[YOUR OBJECTIVE]
Find the lines of data that contain the string "from", then list them.

[RECORDS SHOWN]
+++
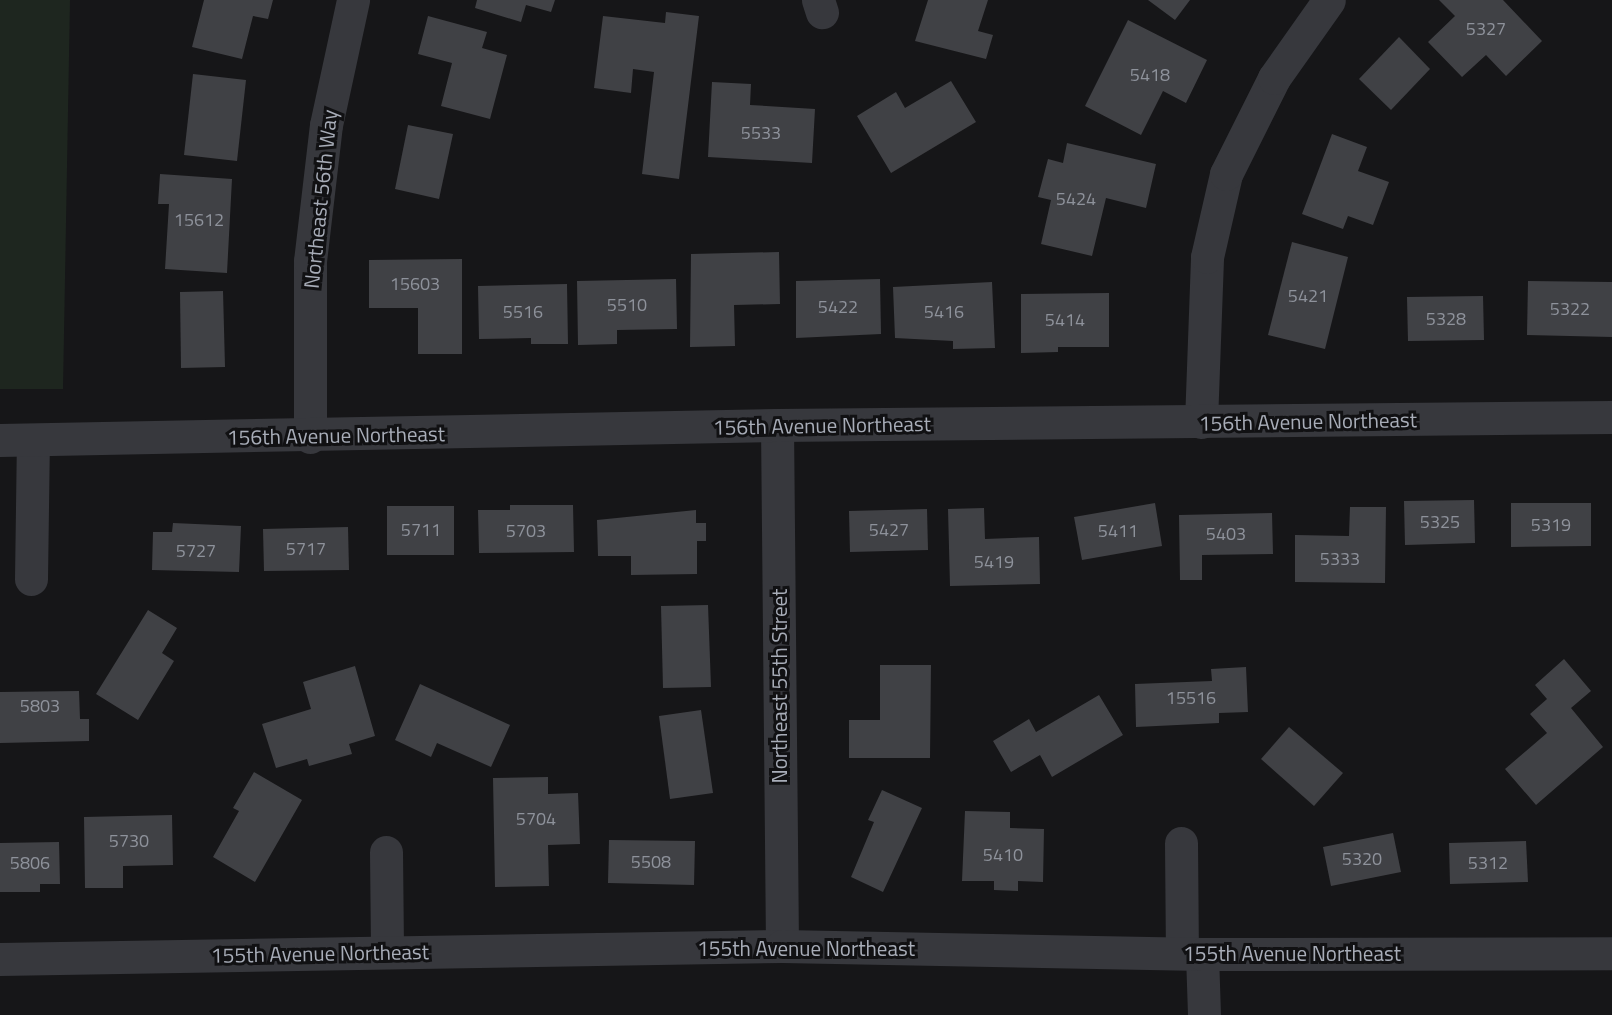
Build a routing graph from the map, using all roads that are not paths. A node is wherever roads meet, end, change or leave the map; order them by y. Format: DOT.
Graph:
graph roads {
  1 [pos="353,0"];
  2 [pos="1329,0"];
  3 [pos="1612,417"];
  4 [pos="1201,422"];
  5 [pos="777,425"];
  6 [pos="310,437"];
  7 [pos="0,440"];
  8 [pos="33,440"];
  9 [pos="32,579"];
  10 [pos="1181,843"];
  11 [pos="386,852"];
  12 [pos="782,946"];
  13 [pos="387,951"];
  14 [pos="1192,953"];
  15 [pos="1612,953"];
  16 [pos="0,959"];
  17 [pos="1204,1015"];
  1 -- 6 [label="street, Northeast 56th Way"];
  2 -- 4 [label="street"];
  3 -- 4 [label="street, 156th Avenue Northeast"];
  4 -- 5 [label="street, 156th Avenue Northeast"];
  5 -- 6 [label="street, 156th Avenue Northeast"];
  5 -- 12 [label="street, Northeast 55th Street"];
  6 -- 8 [label="street, 156th Avenue Northeast"];
  7 -- 8 [label="street, 156th Avenue Northeast"];
  8 -- 9 [label="street"];
  10 -- 14 [label="street"];
  11 -- 13 [label="street"];
  12 -- 13 [label="street, 155th Avenue Northeast"];
  12 -- 14 [label="street, 155th Avenue Northeast"];
  13 -- 16 [label="street, 155th Avenue Northeast"];
  14 -- 15 [label="street, 155th Avenue Northeast"];
  14 -- 17 [label="street"];
}
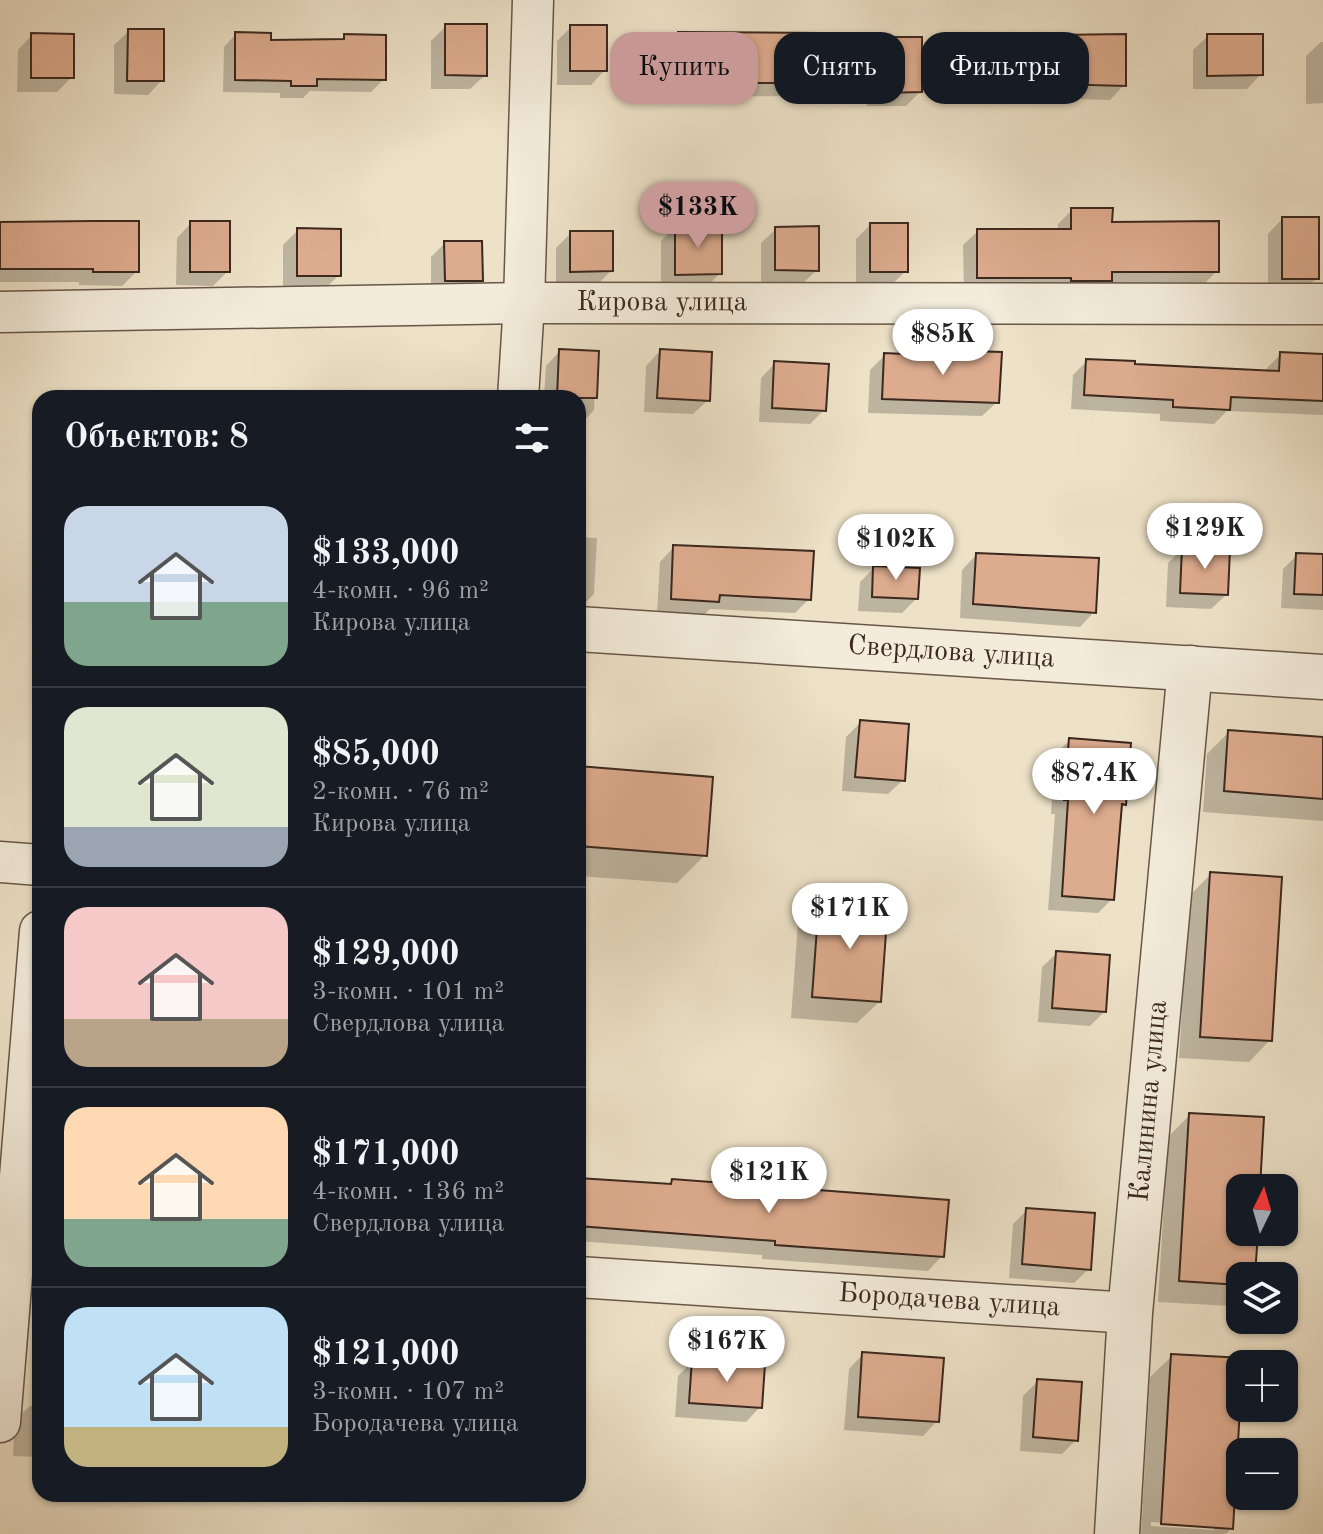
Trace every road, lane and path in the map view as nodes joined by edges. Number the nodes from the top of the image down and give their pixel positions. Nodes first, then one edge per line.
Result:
1 (533, 0) edge
2 (524, 303) junction
3 (1323, 304) edge
4 (0, 312) edge
5 (519, 390) edge
6 (586, 630) edge
7 (1190, 668) junction
8 (1323, 677) edge
9 (0, 862) edge
10 (32, 864) edge
11 (32, 1043) edge
12 (18, 1240) edge
13 (586, 1278) edge
14 (1130, 1313) junction
15 (0, 1422) edge
16 (1117, 1534) edge

1 - 2 street
2 - 3 street, Кирова улица
2 - 4 street, Кирова улица
2 - 5 street
6 - 7 street, Свердлова улица
7 - 8 street, Свердлова улица
7 - 14 street, Калинина улица
9 - 10 street
11 - 12 street
12 - 15 street
13 - 14 street, Бородачева улица
14 - 16 street, Калинина улица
+++
[EXPECTED ANSWER]
Build a routing graph from the map, using all roads that are not paths. A node is wherever roads meet, end, change or leave the map; order them by y. Format: DOT.
Trace every road, lane and path in the map view as nodes joined by edges. Number the nodes from the top of the image down and give their pixel positions. Nodes first, then one edge per line.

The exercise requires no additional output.